Recorded data:
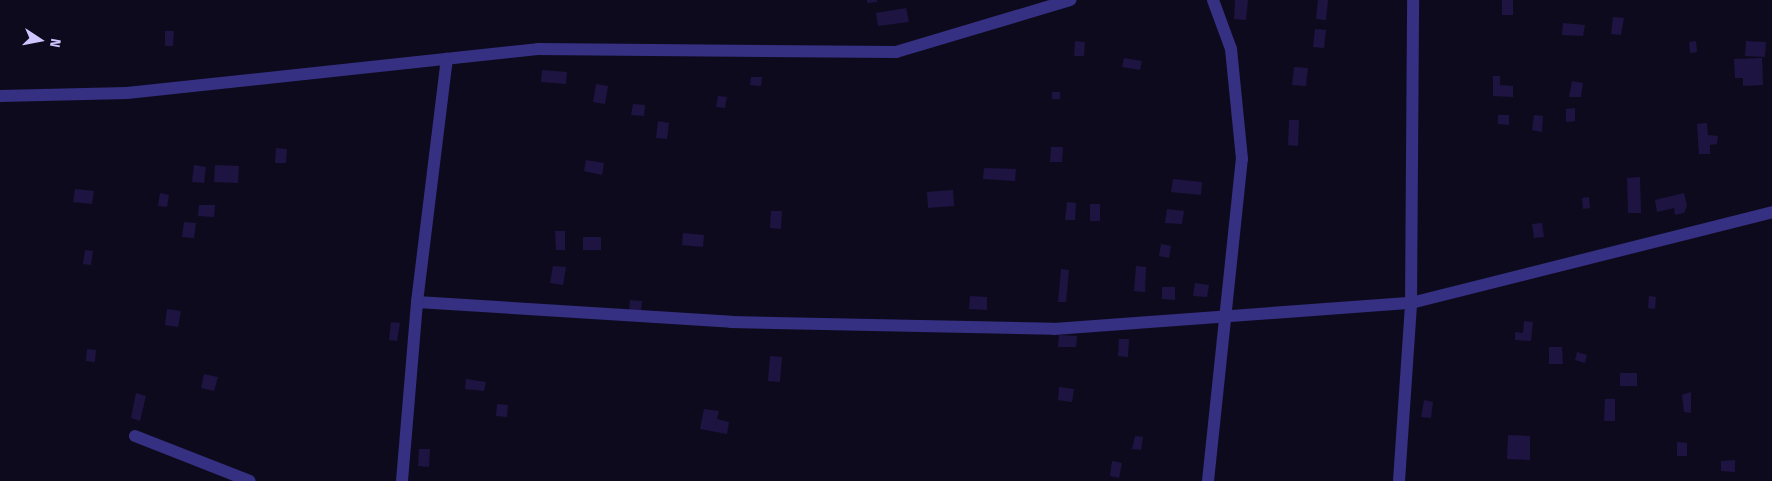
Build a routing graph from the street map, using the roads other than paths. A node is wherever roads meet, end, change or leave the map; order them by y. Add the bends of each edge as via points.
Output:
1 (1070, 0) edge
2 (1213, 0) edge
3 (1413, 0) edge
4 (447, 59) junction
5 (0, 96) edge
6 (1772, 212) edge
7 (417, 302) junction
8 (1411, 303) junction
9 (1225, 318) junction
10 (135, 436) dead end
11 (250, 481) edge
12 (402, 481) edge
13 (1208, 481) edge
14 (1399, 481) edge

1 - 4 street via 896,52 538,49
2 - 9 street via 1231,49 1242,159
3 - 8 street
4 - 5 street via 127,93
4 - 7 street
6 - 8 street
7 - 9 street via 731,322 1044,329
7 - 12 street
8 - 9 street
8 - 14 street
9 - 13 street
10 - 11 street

Task statement:
Leaving aside the images, write out every entry above exactly.

Expected output:
Build a routing graph from the street map, using the roads other than paths. A node is wherever roads meet, end, change or leave the map; order them by y. Add the bends of each edge as via points.
Output:
1 (1070, 0) edge
2 (1213, 0) edge
3 (1413, 0) edge
4 (447, 59) junction
5 (0, 96) edge
6 (1772, 212) edge
7 (417, 302) junction
8 (1411, 303) junction
9 (1225, 318) junction
10 (135, 436) dead end
11 (250, 481) edge
12 (402, 481) edge
13 (1208, 481) edge
14 (1399, 481) edge

1 - 4 street via 896,52 538,49
2 - 9 street via 1231,49 1242,159
3 - 8 street
4 - 5 street via 127,93
4 - 7 street
6 - 8 street
7 - 9 street via 731,322 1044,329
7 - 12 street
8 - 9 street
8 - 14 street
9 - 13 street
10 - 11 street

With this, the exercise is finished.